BÖLÜM 8

250 61 85
                                    

Başımı omzundan çekip yüzüne baktım. İfadesiz. Neden bu kadar soğukkanlıydı bilmiyorum. Çoğu zaman yüz ifadesi değişmiyordu bile. Arada ufak sırıtmalar...

Önde ben arkamda Sarp, alana doğru adımladık. Herkesin gözü üzerimizde olduğunu bildiğimden rahatsızdım açıkçası. Pozitiflerin olduğu kırmızı çizginin gerisinde yan yana durduk hiçbir şey demeden. O tam karşıya bakarken ben ona bakıyordum. Ne konuşma zahmetinde bulunuyordu ne de mimik verme. İnsanların dikkati dağılmış yeni kişilerin ismi okunurken bir cesaretle tuttum kolundan.

"Pozitifiz."

"Biliyorum."dedi tekdüze bir sesle bakışını bozmadan.

Birkaç saniye sessizliğin ardından

"Sen... Sen neredeydin?"

"Kaçıyordum."

Şaşırmamıştım. Zaten bunu bildiğim için ismim okunmadan yanına gitmek istemiştim.

"Ne vazgeçirdi seni?"

Sustu.

"Ben de öyle tahmin etmiştim. Vazgeçirmedi!" dedim sitem edercesine.

Yine hiçbir şey söylemedi.

Kalbimin kırılma sesini işitmiştim. 'Çatırt' ediverdi. Safça yalnız değilim diye sevinirken yalnızlığın tam ortasına düşmüştüm. Sarp'ın yarı yolda bırakıp gideceği gerçeği yüzüme bir tokat gibi çarpmıştı.

Onun yaptığı gibi ben de güçlü durup karşıya bakındım. Gözlerim Beren'i arıyordu. Oturduğumuz yerde değildi. Gitmişti. İsmi okunmadığı için üzgün olmalıydı. Ama sevinmesi gereken bir şey vardı. Sağlıklıydı. Gerçi ben de bu güne kadar öyle biliyordum kendimi.

Pozitif olmak demek özel bir güce sahip olmak demekti. Özel gücüm olacağı için sevinmek üzereyken ölen çocuğun suratı tekrar gözümün önüne geldi. Gözlerimi kırpıştırarak görüntünün kaybolmasını istedim.
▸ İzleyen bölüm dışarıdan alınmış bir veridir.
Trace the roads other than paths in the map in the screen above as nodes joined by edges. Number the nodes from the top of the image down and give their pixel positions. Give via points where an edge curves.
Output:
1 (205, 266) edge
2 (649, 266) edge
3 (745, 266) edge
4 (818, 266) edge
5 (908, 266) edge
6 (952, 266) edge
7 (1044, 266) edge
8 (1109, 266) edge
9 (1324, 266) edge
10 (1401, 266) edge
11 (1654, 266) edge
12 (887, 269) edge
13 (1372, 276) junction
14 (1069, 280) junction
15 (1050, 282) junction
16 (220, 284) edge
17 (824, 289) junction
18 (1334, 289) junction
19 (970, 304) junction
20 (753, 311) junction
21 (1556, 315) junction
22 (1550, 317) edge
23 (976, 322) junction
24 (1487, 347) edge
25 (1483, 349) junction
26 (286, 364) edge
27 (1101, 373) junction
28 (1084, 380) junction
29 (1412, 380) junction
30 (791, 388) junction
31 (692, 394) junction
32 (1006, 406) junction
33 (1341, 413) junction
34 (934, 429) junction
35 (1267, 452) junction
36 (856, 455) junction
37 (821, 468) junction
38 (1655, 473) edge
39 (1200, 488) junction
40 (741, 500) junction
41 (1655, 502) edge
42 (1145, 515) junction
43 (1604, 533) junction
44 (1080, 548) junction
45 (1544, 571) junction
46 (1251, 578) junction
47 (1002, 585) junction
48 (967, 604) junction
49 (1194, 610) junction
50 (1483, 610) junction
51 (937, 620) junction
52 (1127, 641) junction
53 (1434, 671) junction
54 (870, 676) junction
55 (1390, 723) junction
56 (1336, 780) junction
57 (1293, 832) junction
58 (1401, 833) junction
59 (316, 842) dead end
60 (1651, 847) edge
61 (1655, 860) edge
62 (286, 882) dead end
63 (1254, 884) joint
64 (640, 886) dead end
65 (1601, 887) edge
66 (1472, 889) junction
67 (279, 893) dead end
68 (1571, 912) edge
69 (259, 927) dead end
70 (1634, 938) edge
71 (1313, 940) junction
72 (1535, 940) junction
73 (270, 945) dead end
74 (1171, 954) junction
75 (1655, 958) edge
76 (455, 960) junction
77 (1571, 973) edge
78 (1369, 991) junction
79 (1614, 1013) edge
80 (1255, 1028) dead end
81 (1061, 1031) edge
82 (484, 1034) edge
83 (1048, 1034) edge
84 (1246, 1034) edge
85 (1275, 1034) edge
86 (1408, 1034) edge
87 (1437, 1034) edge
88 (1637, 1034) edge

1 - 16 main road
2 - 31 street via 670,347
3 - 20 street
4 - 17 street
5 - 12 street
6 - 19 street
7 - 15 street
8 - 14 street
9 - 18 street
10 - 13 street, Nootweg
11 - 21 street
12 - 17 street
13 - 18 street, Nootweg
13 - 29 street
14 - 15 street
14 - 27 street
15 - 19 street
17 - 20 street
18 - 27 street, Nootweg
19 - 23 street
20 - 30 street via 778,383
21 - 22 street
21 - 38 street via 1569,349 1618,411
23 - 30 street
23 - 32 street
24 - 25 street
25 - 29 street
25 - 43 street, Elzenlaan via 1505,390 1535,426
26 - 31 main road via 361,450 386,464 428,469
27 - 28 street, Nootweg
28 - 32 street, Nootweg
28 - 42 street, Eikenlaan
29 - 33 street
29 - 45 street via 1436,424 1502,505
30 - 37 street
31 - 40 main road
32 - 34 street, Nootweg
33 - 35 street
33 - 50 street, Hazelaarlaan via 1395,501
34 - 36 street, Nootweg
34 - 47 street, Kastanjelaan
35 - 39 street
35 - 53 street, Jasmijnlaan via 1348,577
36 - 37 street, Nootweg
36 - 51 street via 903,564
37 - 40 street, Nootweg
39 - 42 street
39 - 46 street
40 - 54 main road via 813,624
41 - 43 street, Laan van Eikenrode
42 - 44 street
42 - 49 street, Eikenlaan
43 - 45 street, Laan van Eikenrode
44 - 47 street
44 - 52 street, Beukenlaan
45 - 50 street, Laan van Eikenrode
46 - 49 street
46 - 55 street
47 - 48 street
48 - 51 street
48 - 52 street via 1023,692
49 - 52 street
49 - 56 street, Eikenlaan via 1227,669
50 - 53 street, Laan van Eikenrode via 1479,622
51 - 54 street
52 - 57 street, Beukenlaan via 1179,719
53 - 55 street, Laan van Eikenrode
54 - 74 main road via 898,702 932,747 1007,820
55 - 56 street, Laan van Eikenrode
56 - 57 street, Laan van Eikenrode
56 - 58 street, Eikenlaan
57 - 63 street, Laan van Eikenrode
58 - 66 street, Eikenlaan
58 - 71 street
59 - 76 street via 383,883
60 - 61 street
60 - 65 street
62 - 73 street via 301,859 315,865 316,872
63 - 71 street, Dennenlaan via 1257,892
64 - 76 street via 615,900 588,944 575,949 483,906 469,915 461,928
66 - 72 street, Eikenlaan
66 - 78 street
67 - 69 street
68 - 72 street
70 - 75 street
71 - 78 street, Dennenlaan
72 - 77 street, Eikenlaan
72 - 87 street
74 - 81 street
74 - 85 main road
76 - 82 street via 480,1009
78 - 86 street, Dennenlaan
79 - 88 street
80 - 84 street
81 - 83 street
Kafam o kadar doluydu ki. Pozitif düşünmek istediğim anda negatif düşünceler etrafımı sarıp pozitif düşünceleri çürütüyordu.

Son kişinin de ismi söylendiğinde Beren'in negatif olduğuna artık emin olmuştum.Yola beraber çıkmış olsak da ne Beren ne de Sarpla yollarımız aynıydı bu saatten sonra. Tek başıma ne yapacağımı bilmeden belki de öleceğim günü bekleyerek geçirebilirdim zamanımı.

Pozitifler, kendilerine ne olacaklarını bilmeden çığlık çığlığa seviniyolardı. Bir söz vardır. Cehalet mutluluk getirir. Keşke ben de bilmeseydim öleceğimi.Keşke ben de onlar gibi dünyayı kurtaracağımı falan sansaydım masumca.

Şu vakitten sonra kendimi salma kararı almıştım. Ne zaman öleceğim belli değildi fakat buradan çıkamadan öleceğim muhtemeldi.

Burada yapabileceğim en güzel şeyleri yapmak, kalan vaktimi en güzel şekilde değerlendirmek istiyordum. Ölüme kendimi alıştırmak istiyordum.

Bu konudaki farkındalığım artınca gerçekten dünya hayatının ne kadar önemsiz olduğunu belli bir olay çerçevesi içinde dönüp durduğumuzu fark ettim. Şu andan itibaren her şey anlamsız gelmeye başlamıştı.

"Evet özel çocuklarım." diyerek bize döndü adam, ellerini birleştirmiş bir şekilde.

"Sizi iki gün sonra başka bir yere nakledeceğiz. Bugün hepinizden kan örnekleri alacağız bu yüzden kendinizi yormayın." dedi ve kürsü gibi olan yerden inip gözden kayboldu.

Adam gider gitmez herkes dağılmaya başladı. Ben de Beren'e bakmak için birkaç adım atmıştım ki birisi kolumu kavradı. Kolumu kavrayan kişiye döndüm.